Have you heard of Marie Kondo’s The Life-Changing Magic of Tidying Up? A good PM should be your IT teams’ Marie Kondo.

A good project manager should do two things for you:

A) “Spark joy” (by way of positive leadership)

B) “Tidy up.”

The success of her book and subsequent Netflix series means that more people are realizing they need a little help getting organized. I’m here to suggest that a keen project manager can do the same for IT projects.

IT plus project management equals love
IT and project management is a two-way love affair.

Project management is crucial in the IT world.

But it’s not just that: IT and project management is a two-way love affair IT needs project management as much as project management needs IT (which is a lot). Let me explain further with two of my favorite things: personal experience and case studies (aka someone else’s personal experience). There will always be merits to using a dedicated project manager in IT.

Why Project Management Needs IT 

What industry doesn’t need IT is the better question? Project management is the kind of job where the more innovation the better. As PM, I have to constantly juggle different tasks and delegate items across my team. The tasks to delegate are to navigate cloud storage solutions, figure out different ways to communicate with local and remote colleagues, collect and interpret data, et cetera.

Most project managers are uniquely poised to be a master of communication and organization across multiple groups and departments. They are a jack-of-all-trades with an email inbox that’s constantly on the verge of overflowing. PMs have multiple tendrils of the business to wrangle, from training new hires to signing off on invoices.

You will find that PMs will constantly need ways to store, sort and report data. Because the scope of project management can be quite unruly, we rely on services and software that make it less so.

The best part of IT for PMs is that it’s constantly evolving.

For example, e-communication keeps getting easier and easier. Email was great but what about instant messaging, instead? Free conference software like Skype, FaceTime, and Google Hangouts continue to advance the medium.

For scalable organization, try Asana, Trello, Monday, or any of the IT platforms designed with a sense of project management in mind. Time management needs? Try Replicon or Toggl. If PMs need a quick fix, the IT industry has probably already thought of a fix.

IT solutions “get” the needs of project managers.

The IT department understands the need for the PMs — partially because they have project managers in their midst. They also understand the challenges associated with turning the subtle spark of an idea into a fully functional product. Many project management methods, like scrum, kanban, agile, and waterfall, are popular in software development and QA.

In fact, colleges like Seneca even offer courses that highlight the progress being made in project management in the IT industry *Disclosure: I have no affiliate or sponsored relationship to Seneca college. Information technology doesn’t just upgrade project management, it redefines it.

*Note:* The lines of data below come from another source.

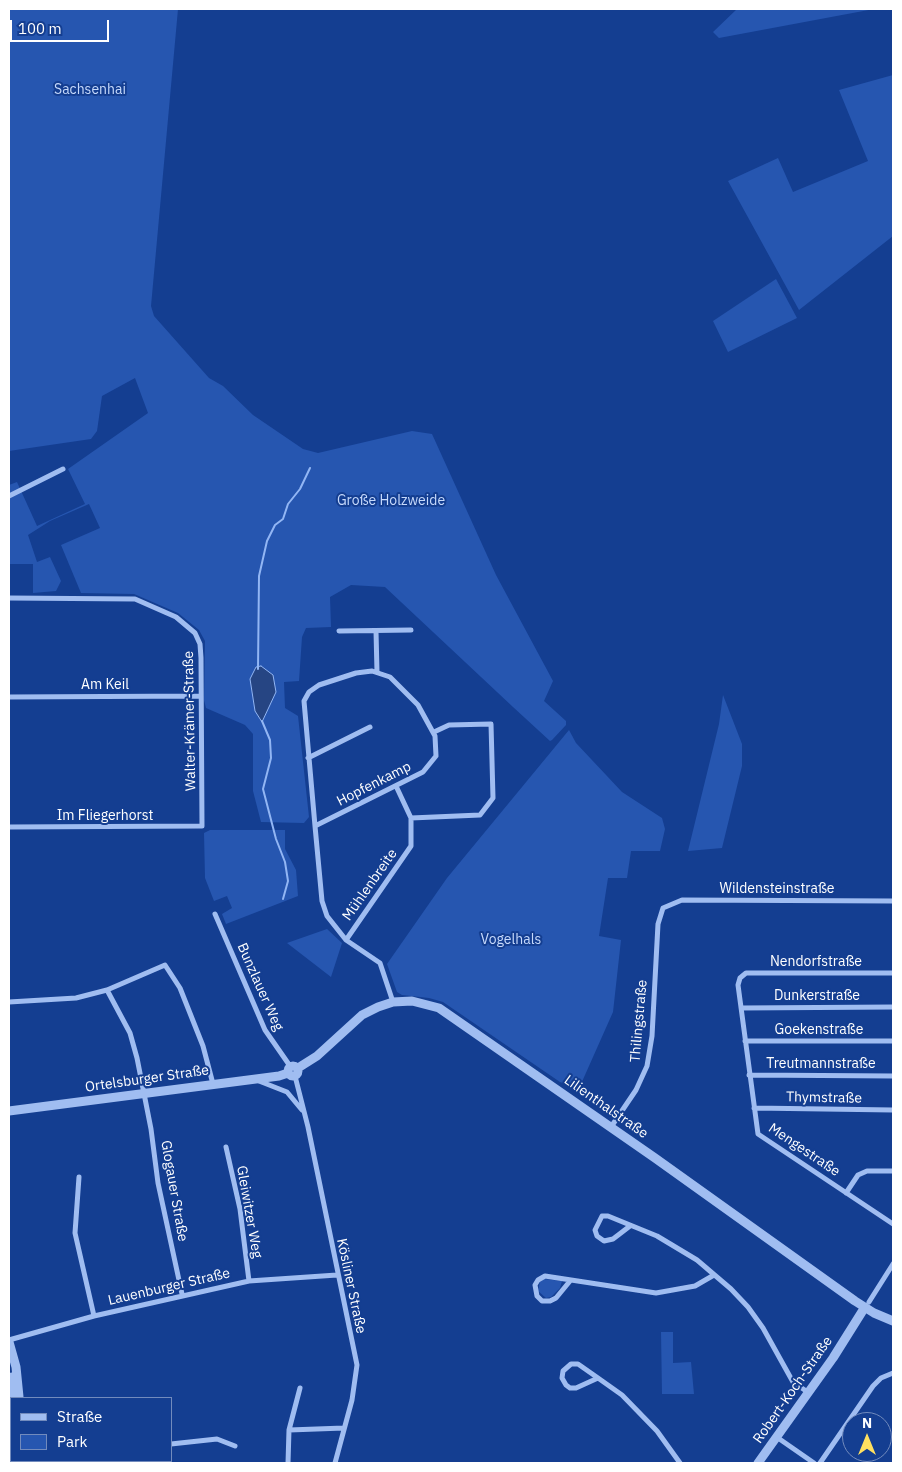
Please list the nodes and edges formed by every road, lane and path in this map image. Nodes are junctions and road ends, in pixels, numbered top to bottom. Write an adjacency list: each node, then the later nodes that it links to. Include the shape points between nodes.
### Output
1 (63, 469): 2 (street)
2 (9, 496)
3 (9, 598): 8 (street, Walter-Krämer-Straße, via 135,599 176,617 195,633 200,644)
4 (376, 630): 5 (street); 6 (street); 7 (street)
5 (411, 630)
6 (339, 631)
7 (377, 672): 11 (street, Hopfenkamp, via 390,677 413,698); 12 (street, via 356,673 319,685 309,692 304,701)
8 (201, 696): 9 (street, Am Keil); 15 (street, Walter-Krämer-Straße)
9 (9, 697)
10 (370, 727): 12 (street)
11 (434, 732): 13 (street, Hopfenkamp, via 437,751 431,765); 14 (street, via 449,725 491,724 493,798 480,815)
12 (308, 758): 16 (street)
13 (396, 786): 14 (street, Mühlenbreite); 16 (street, Hopfenkamp)
14 (411, 818): 21 (street, Mühlenbreite, via 411,846)
15 (202, 826): 17 (street, Im Fliegerhorst)
16 (315, 826): 21 (street, via 324,908 331,924)
17 (9, 827)
18 (893, 901): 19 (street, Wildensteinstraße, via 682,900)
19 (663, 908): 41 (street, Thilingstraße, via 658,924 648,1066)
20 (216, 914): 31 (street, Bunzlauer Weg, via 265,1030)
21 (346, 940): 26 (street, via 380,963)
22 (893, 973): 23 (street, Nendorfstraße, via 746,973)
23 (740, 978): 27 (street, Mengestraße)
24 (107, 990): 25 (street, via 60,1000); 35 (street, via 164,965 180,988 203,1046); 36 (street, Glogauer Straße, via 130,1033)
25 (9, 1002)
26 (393, 1002): 31 (street, Lilienthalstraße, via 362,1015 317,1056); 41 (street, Lilienthalstraße, via 423,1002 452,1014)
27 (741, 1008): 28 (street, Dunkerstraße); 29 (street, Mengestraße)
28 (893, 1008)
29 (745, 1041): 30 (street, Goekenstraße); 32 (street, Mengestraße)
30 (893, 1041)
31 (293, 1071): 34 (street, Ortelsburger Straße); 40 (street, Kösliner Straße)
32 (749, 1075): 33 (street, Treutmannstraße); 37 (street, Mengestraße)
33 (893, 1076)
34 (251, 1079): 35 (street, Ortelsburger Straße); 40 (street, Kösliner Straße, via 287,1092)
35 (213, 1084): 36 (street, Ortelsburger Straße)
36 (142, 1092): 39 (street, Ortelsburger Straße); 53 (street, Glogauer Straße)
37 (754, 1108): 38 (street, Thymstraße); 45 (street, Mengestraße, via 758,1134)
38 (893, 1110)
39 (9, 1111)
40 (304, 1112): 49 (street, Kösliner Straße)
41 (611, 1128): 54 (street, Lilienthalstraße)
42 (226, 1147): 51 (street, Gleiwitzer Weg, via 240,1209)
43 (893, 1171): 45 (street, via 866,1171 858,1175)
44 (79, 1177): 55 (street, via 75,1232)
45 (846, 1192): 46 (street, Mengestraße)
46 (893, 1224)
47 (630, 1226): 47 (street, via 602,1216 595,1230 604,1241 612,1240); 50 (street, via 678,1248)
48 (893, 1264): 54 (street)
49 (337, 1275): 51 (street, Lauenburger Straße); 65 (street, Kösliner Straße, via 357,1365)
50 (714, 1275): 52 (street, via 695,1286 656,1293); 62 (street, via 748,1308 794,1382)
51 (249, 1281): 53 (street, Lauenburger Straße)
52 (570, 1281): 52 (street, via 545,1276 537,1282 537,1296 542,1301 550,1301)
53 (182, 1294): 55 (street, Lauenburger Straße)
54 (865, 1307): 56 (street, Lilienthalstraße); 62 (street, Robert-Koch-Straße)
55 (94, 1316): 57 (street, Lauenburger Straße)
56 (893, 1321)
57 (9, 1341): 63 (street, via 16,1368)
58 (9, 1365): 64 (street)
59 (893, 1373): 75 (street, via 872,1386)
60 (598, 1378): 60 (street, via 578,1364 566,1367 562,1378 566,1385 576,1388); 72 (street, via 644,1416)
61 (300, 1388): 66 (street)
62 (808, 1393): 67 (street, Robert-Koch-Straße)
63 (15, 1397)
64 (15, 1397)
65 (344, 1428): 66 (street); 71 (street, Kösliner Straße)
66 (289, 1430): 70 (street)
67 (778, 1438): 73 (street, Robert-Koch-Straße); 74 (street)
68 (172, 1444): 69 (street, via 217,1439)
69 (235, 1446)
70 (288, 1463)
71 (335, 1463)
72 (680, 1463)
73 (758, 1463)
74 (814, 1463)
75 (820, 1463)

Why IT Needs Project Management 

The IT industry is uniquely poised to hone project management methodologies. Mainly, because IT projects are ideal candidates for implementing PM strategies like kanban and fine-tuning the way they work. Imagine this: A 155% increase in productivity output over the course of nine short months by reimagining the queuing, planning, organizing of workflow.

The increase is what a 2005 report on Microsoft’s IT department outlines — whereby the XIT Sustained Engineering team (now the XIT Sustained Engineering) went from the worst-performing IT team to the best.

“Much of what constrains the productivity of software engineers is not related to the method of engineering but to the management, planning, scheduling and queuing of work. Without adding resources or changing any of the engineering methods, it was possible to increase productivity by over 100%.” From Worst to Best in 9 Months: Implementing a Drum-Buffer-Rope Solution in Microsoft’s IT Department

*Disclosure: I have no affiliate or sponsored relationship to the source of the above quote. 

A PM named Dragos Dumitriu stepped in to observe the team’s inner workings and assess the way they were spending their time and resources. This is what project managers do: They take a look at all the moving parts and optimize them, taking account of everyone’s needs and making tweaks that benefit all.

Dumitriu’s strategy was mostly organizational in nature. He decreased the amount of time and resources spent on estimations to infer each new task’s priority, for example. His project leadership increased productivity within the Microsoft IT team without introducing any changes to engineering methods, nor requiring (costly) additional resources.

The strategy is just one example of the ways in which project management and IT services have overlapped to produce amazing results.

The things we learn from these intersections can be taken into project management beyond the IT world. IT projects have data that can be sorted and analyzed, making them an ideal ground for project management development. What methodologies work, which ones don’t, and how do they affect productivity?

IT teams amplify project management techniques and in return project management elevates IT work.


PMs do more than just enforce rules and click around in their analytics software A good PM should be able to bust through stereotypes and become an impartial channel through which your internal processes can be evaluated.

They can suggest steps you can take to raise measurables (be it customer satisfaction, sales numbers, project output, error rates, et cetera!), and serve as a source of energy and inspiration in order to get you and your team where you need to go.

IT, meet project management. Project management, meet IT. These two disciplines are intrinsically linked and will continue to build upon and improve one another’s strategies and methodologies. It may seem obvious but it’s worth spelling out exactly how closely aligned these specialties are and how they continue to push and improve one another.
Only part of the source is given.